Statins in primary prevention of poststroke seizures and epilepsy: A systematic review.

作者信息

Nucera Bruna, Rinaldi Fabrizio, Nardone Raffaele, Lattanzi Simona, Brigo Francesco

机构信息

Department of Neurology, Hospital of Merano (SABES-ASDAA), Merano-Meran, Italy.

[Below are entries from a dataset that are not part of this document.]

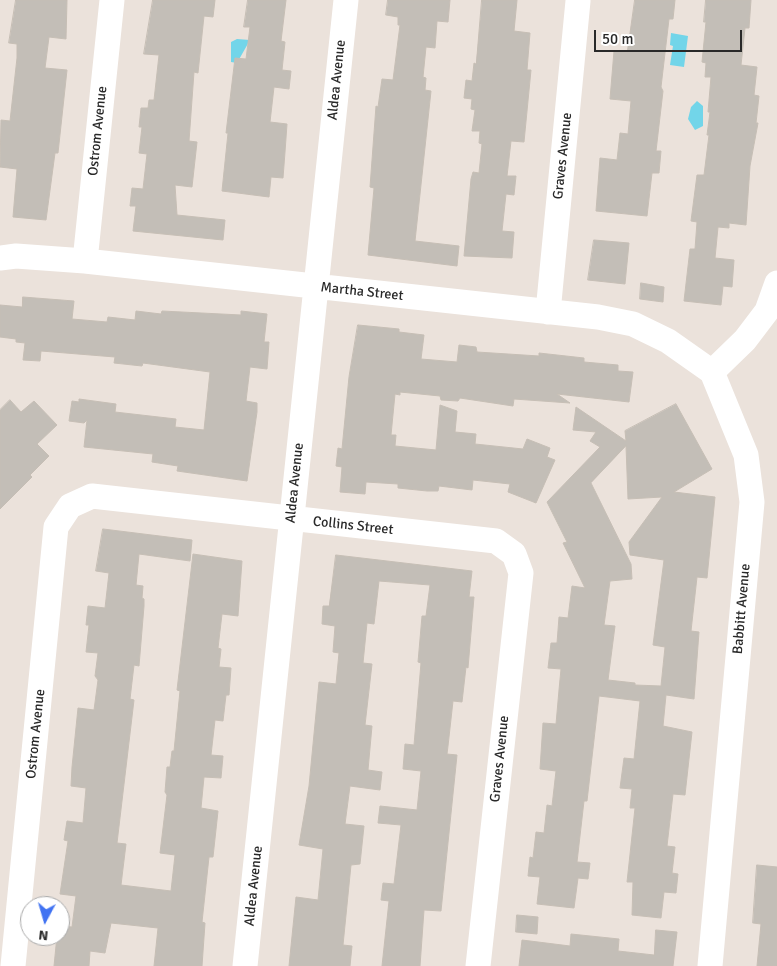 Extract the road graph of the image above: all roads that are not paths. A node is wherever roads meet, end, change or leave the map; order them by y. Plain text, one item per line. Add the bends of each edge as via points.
1 (112, 0) edge
2 (346, 0) edge
3 (578, 1) dead end
4 (0, 258) edge
5 (85, 261) junction
6 (777, 282) edge
7 (316, 287) junction
8 (548, 312) junction
9 (712, 372) junction
10 (70, 506) joint
11 (291, 519) junction
12 (514, 554) joint
13 (13, 966) edge
14 (245, 966) edge
15 (478, 966) edge
16 (710, 966) edge

1 - 5 street, Ostrom Avenue
2 - 7 street, Aldea Avenue
3 - 8 street, Graves Avenue
4 - 5 street, Martha Street via 16,256
5 - 7 street, Martha Street
6 - 9 street via 767,311 745,340
7 - 8 street, Martha Street
7 - 11 street, Aldea Avenue
8 - 9 street, Martha Street via 633,324 668,341
9 - 16 street, Babbitt Avenue via 746,455 752,502
10 - 11 street, Collins Street via 92,496
10 - 13 street, Ostrom Avenue via 56,527
11 - 12 street, Collins Street via 496,541
11 - 14 street, Aldea Avenue
12 - 15 street, Graves Avenue via 521,573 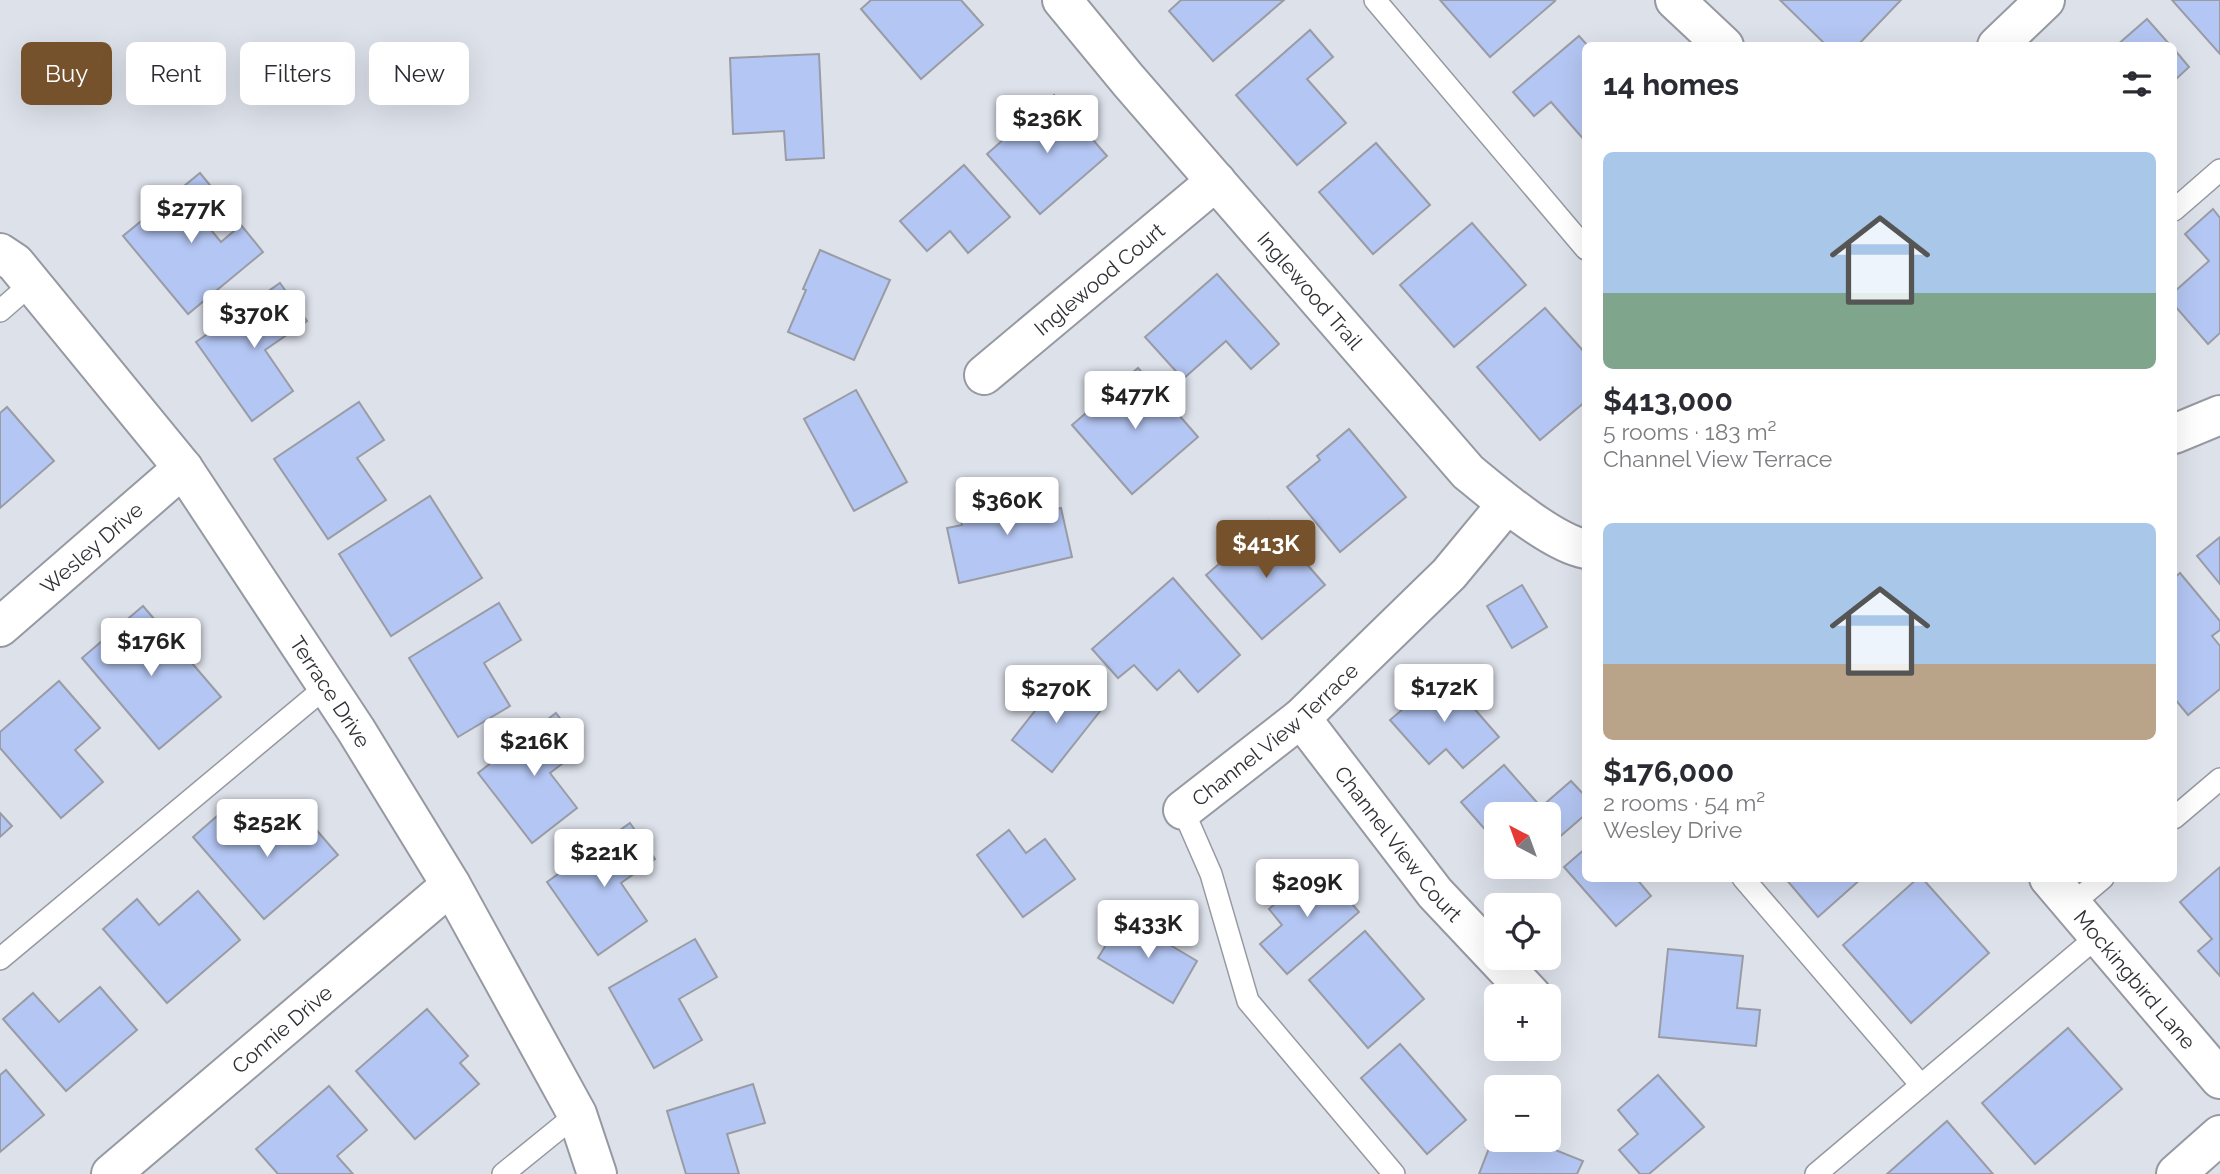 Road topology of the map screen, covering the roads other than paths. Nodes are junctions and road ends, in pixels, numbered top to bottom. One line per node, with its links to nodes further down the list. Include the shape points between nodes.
1 (1062, 0): 8 (street, Inglewood Trail)
2 (1375, 0): 10 (lane)
3 (2045, 0): 6 (street)
4 (1679, 1): 5 (street)
5 (1720, 42)
6 (2001, 42)
7 (2220, 170): 9 (lane)
8 (1216, 181): 14 (street, Inglewood Court); 18 (street, Inglewood Trail, via 1468,472)
9 (2177, 207)
10 (1582, 244)
11 (0, 253): 12 (street, Terrace Drive)
12 (32, 284): 13 (lane); 17 (street, Terrace Drive)
13 (0, 312)
14 (984, 375)
15 (2220, 415): 16 (street)
16 (2177, 432)
17 (183, 468): 20 (street, Wesley Drive); 21 (street, Terrace Drive)
18 (1507, 504): 19 (street, Inglewood Trail, via 1571,546); 22 (street, Channel View Terrace, via 1449,574)
19 (1582, 548)
20 (0, 627)
21 (327, 686): 28 (street, Terrace Drive); 31 (lane)
22 (1301, 718): 24 (street, Channel View Terrace); 32 (street, Channel View Court, via 1435,892)
23 (2220, 779): 25 (lane)
24 (1183, 810): 40 (lane, via 1211,874 1248,1001)
25 (2177, 815)
26 (1746, 882): 34 (lane)
27 (2091, 882): 29 (lane)
28 (451, 885): 35 (street, Terrace Drive); 37 (street, Connie Drive)
29 (2060, 892): 30 (street, Mockingbird Lane)
30 (2098, 936): 33 (street, Mockingbird Lane); 34 (lane)
31 (0, 959)
32 (1521, 984)
33 (2220, 1080)
34 (1921, 1085): 41 (lane)
35 (577, 1114): 38 (lane); 39 (street, Terrace Drive)
36 (2220, 1135): 42 (street)
37 (111, 1174)
38 (503, 1174)
39 (597, 1174)
40 (1394, 1174)
41 (1816, 1174)
42 (2176, 1174) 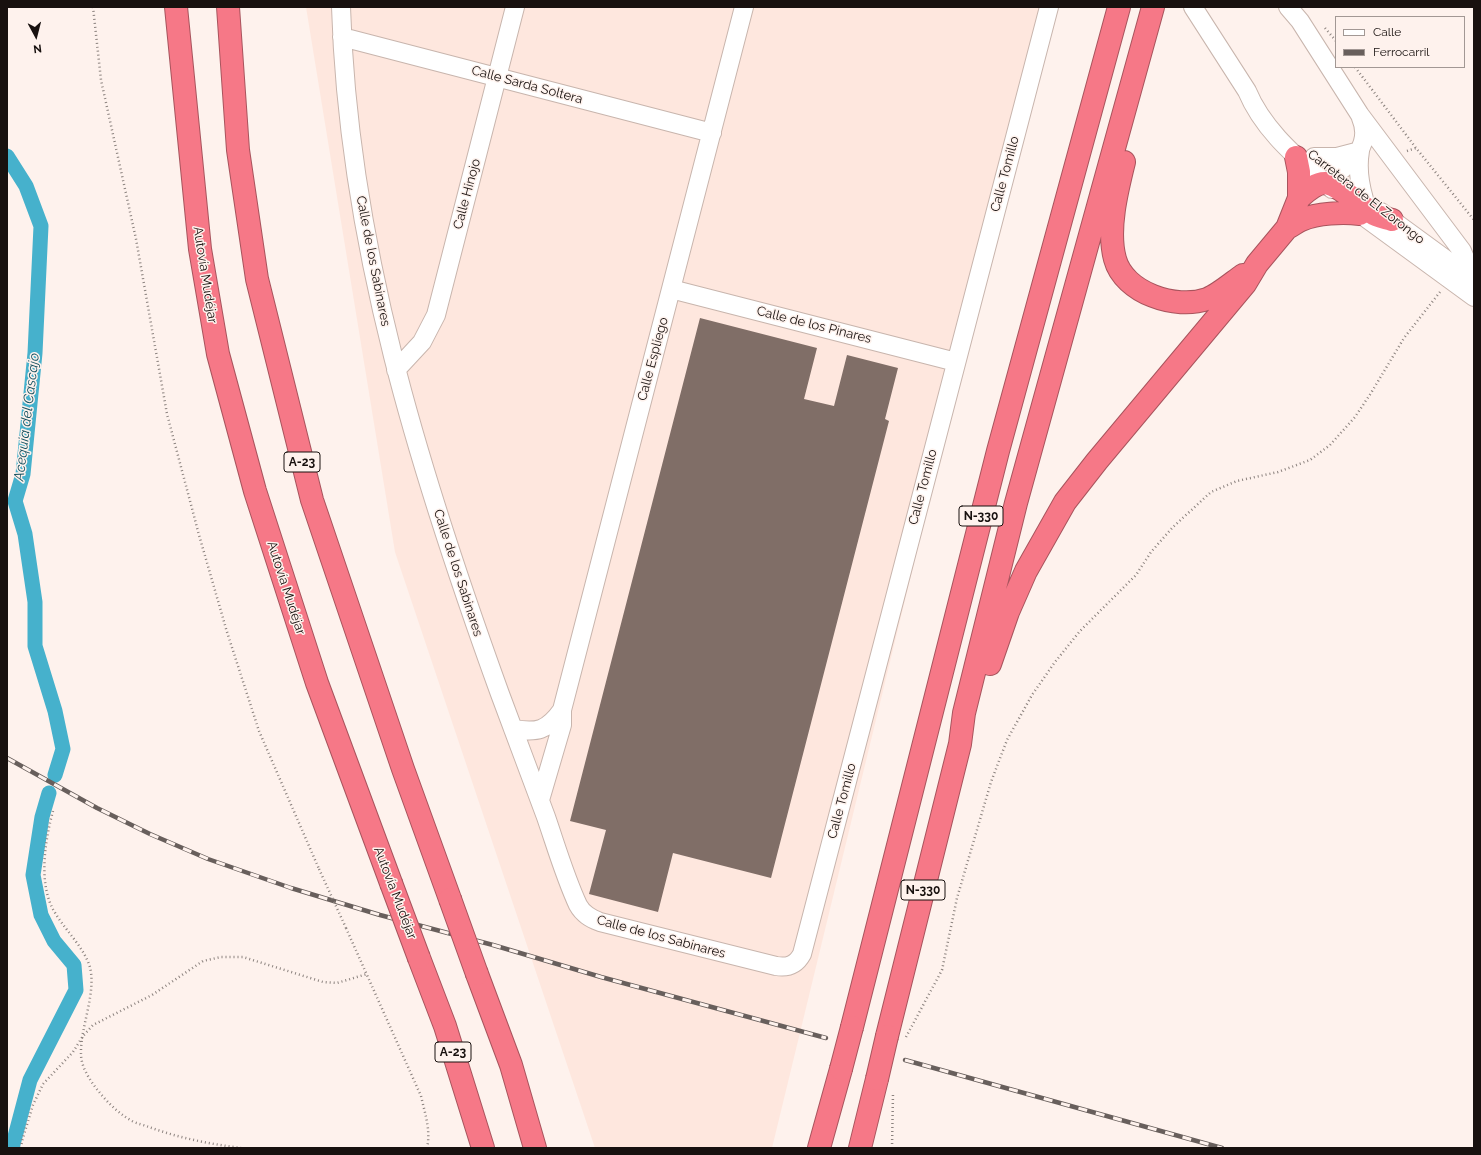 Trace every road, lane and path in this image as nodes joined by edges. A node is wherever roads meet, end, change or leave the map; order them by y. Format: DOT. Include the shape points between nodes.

Department of Neurology, Hospital of Merano (SABES-ASDAA), Merano-Meran, Italy; Department of Neurology, Christian Doppler Medical Center, Paracelsus University Salzburg, 5020 Salzburg, Austria.

出版信息

Epilepsy Behav. 2020 Nov;112:107400. doi: 10.1016/j.yebeh.2020.107400. Epub 2020 Sep 8.

Abstract

INTRODUCTION

Cerebrovascular disease is the most common cause of seizures in adults and the elderly. So far, no drug is recommended as primary prevention of acute symptomatic poststroke seizures (ASPSS) or poststroke epilepsy (PSE). This systematic review aimed to evaluate the association between the use of statins after stroke and the risk of developing ASPSS or PSE following cerebral infarct or hemorrhage (primary prevention).

METHODS

We included studies evaluating the poststroke use of statins as primary prevention of ASPSS or PSE, irrespective of stroke type. We excluded uncontrolled studies and studies with prestroke statin use. The main outcome included the occurrence of ASPSS or PSE and the effect of statins by type and dose. The odds ratios (ORs) or hazard ratios (HR) with 95% confidence intervals (CIs) were used as the measures of association between treatment and outcome.

RESULTS

Four studies were included. One study showed a reduced risk of ASPSS after ischemic stroke (OR: 0.25; 95% CI: 0.10-0.59; p = 0.0016). Three studies consistently reported a reduced risk of PSE after ischemic stroke, and one study a reduced risk of PSE after hemorrhagic stroke (HR: 0.62; 95% CI: 0.42-0.90; p = 0.01).

CONCLUSIONS

Data from the literature suggest an association between statin use and a reduced risk of ASPSS after ischemic stroke and a reduced risk of PSE after ischemic and hemorrhagic stroke. Although the certainty of the evidence is low, these findings appear promising and worthy of further investigation.

摘要

引言

脑血管疾病是成人和老年人癫痫发作最常见的原因。到目前为止,尚无药物被推荐用于急性症状性卒中后癫痫发作(ASPSS)或卒中后癫痫(PSE)的一级预防。本系统评价旨在评估卒中后使用他汀类药物与脑梗死后或出血后发生ASPSS或PSE风险之间的关联(一级预防)。

方法

我们纳入了评估卒中后使用他汀类药物作为ASPSS或PSE一级预防的研究,不考虑卒中类型。我们排除了非对照研究和卒中前使用他汀类药物的研究。主要结局包括ASPSS或PSE的发生情况以及他汀类药物按类型和剂量的效果。采用95%置信区间(CI)的比值比(OR)或风险比(HR)作为治疗与结局之间关联的衡量指标。

结果

纳入了四项研究。一项研究显示缺血性卒中后ASPSS风险降低(OR:0.25;95%CI:0.10 - 0.59;p = 0.0016)。三项研究一致报告缺血性卒中后PSE风险降低,一项研究报告出血性卒中后PSE风险降低(HR:0.62;95%CI:0.42 - 0.90;p = 0.01)。

结论

文献数据表明,他汀类药物的使用与缺血性卒中后ASPSS风险降低以及缺血性和出血性卒中后PSE风险降低之间存在关联。尽管证据的确定性较低,但这些发现似乎很有前景,值得进一步研究。